Computing — the process of using computers to solve real-world problems — has revolutionized our modern world.
From the earliest computers in the last few centuries to Enigma code-breaking WW2-era computers, to the invention of transistors and integrated circuits in the latter half of 20th century, to the networking stack that made the internet possible, the history of computing hardware has come a long way.
However, there is another technology that is currently brewing that is promising to revolutionize our understanding of the world and thrust computing into the next stage of evolution: quantum computing.

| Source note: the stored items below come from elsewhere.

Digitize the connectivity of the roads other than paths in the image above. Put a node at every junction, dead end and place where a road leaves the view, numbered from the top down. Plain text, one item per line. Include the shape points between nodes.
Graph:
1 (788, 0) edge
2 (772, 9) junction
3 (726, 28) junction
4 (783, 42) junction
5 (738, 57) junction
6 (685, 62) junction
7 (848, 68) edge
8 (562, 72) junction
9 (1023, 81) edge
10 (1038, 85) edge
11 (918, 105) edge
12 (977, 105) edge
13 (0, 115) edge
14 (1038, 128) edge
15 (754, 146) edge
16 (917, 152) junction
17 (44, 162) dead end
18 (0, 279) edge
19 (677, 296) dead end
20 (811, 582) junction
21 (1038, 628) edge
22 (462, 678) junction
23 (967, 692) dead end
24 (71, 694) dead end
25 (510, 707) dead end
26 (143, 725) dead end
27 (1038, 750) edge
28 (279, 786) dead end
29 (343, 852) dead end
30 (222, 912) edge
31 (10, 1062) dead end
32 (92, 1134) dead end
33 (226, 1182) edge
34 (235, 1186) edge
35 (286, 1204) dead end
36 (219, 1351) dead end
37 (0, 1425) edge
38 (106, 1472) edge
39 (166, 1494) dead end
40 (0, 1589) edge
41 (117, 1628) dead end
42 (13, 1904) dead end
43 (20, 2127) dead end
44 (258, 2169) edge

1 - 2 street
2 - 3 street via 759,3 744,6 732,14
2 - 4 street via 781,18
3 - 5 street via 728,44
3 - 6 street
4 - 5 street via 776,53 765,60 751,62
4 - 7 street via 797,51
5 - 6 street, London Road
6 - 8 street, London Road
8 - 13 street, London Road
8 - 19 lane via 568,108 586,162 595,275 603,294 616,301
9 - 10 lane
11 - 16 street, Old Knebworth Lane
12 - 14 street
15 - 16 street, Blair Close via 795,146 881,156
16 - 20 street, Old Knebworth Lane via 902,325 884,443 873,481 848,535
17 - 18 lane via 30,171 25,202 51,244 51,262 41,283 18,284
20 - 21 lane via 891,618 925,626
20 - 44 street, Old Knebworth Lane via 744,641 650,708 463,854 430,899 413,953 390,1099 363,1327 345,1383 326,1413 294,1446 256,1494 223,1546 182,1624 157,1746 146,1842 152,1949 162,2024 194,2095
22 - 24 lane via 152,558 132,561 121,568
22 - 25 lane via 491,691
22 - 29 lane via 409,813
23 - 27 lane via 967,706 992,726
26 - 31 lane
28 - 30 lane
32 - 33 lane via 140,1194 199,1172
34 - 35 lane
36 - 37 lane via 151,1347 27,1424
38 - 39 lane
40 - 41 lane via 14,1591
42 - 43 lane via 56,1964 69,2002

What is Quantum Computing?
At its core, quantum computing harnesses the principles of quantum mechanics — a branch of physics that deals with phenomena on a microscopic scale, where the classical laws of physics no longer apply. Quantum physics will unlock new possibilities for computational capabilities, potentially solving problems that have long eluded classical (silicon-based) computers.
Unlike classical computers, which process information in bits (0s and 1s), quantum computers leverage quantum bits, or qubits. These qubits possess a remarkable property known as superposition; they can exist in a state of 0, 1, or — astonishingly — both simultaneously. This characteristic allows quantum computers to process a vast amount of information at the same time, making them exponentially more powerful for certain tasks compared to their classical counterparts.
Another key concept in quantum computing is entanglement – a phenomenon where pairs or groups of qubits become interconnected such that the state of one qubit directly influences the state of another, regardless of the distance between them. This “spooky action at a distance,” as Einstein famously called it, enables quantum computers to perform complex calculations with incredible speed and accuracy.

The Potential
The potential of quantum computing lies in its ability to solve problems that are currently intractable for classical computers. For instance, in the field of cryptography, quantum computers could crack encryption codes that would take classical computers millions of years to break. This raises both exciting possibilities and significant concerns, especially regarding data security and privacy — there’s a theory that claims all our current encryption standards would be rendered useless if a strong, reliable and fast quantum computer ever came to life.

The Challenge
Despite its promise, quantum computing is still in its infancy. While tech giants like IBM, Google and Microsoft are making significant strides, building a fully functional and error-free quantum computer remains a complex engineering challenge. One of the primary obstacles is qubit stability — qubits are highly sensitive to their environment, and even the slightest interference can cause errors, a problem known as quantum decoherence.
Moreover, quantum computers require extremely cold temperatures to function, often close to absolute zero in Kelvin (a unit of measure based on absolute zero, the coldest possible measurement) which makes them difficult and expensive to maintain. The field also faces a talent shortage, with a high demand for specialists who understand both quantum mechanics and computer science.

The Future
The future looks promising and bright for quantum computing, with billions of dollars being poured into its research and development by the biggest technology corporations. Quantum computing combines the incredibly complex specialties of Computer Science, Material Science, Quantum Physics and a whole host of Cryogenic Computing fields.
This is a field that will only grow leaps and bounds in the coming decades, and the technical talent shortfall is only set to grow. Therefore, anyone who is looking to get into any of the above fields will have the opportunity to interface with this incredibly promising field of quantum computing, which has the immense potential to solve the most pressing problems of the 21st century.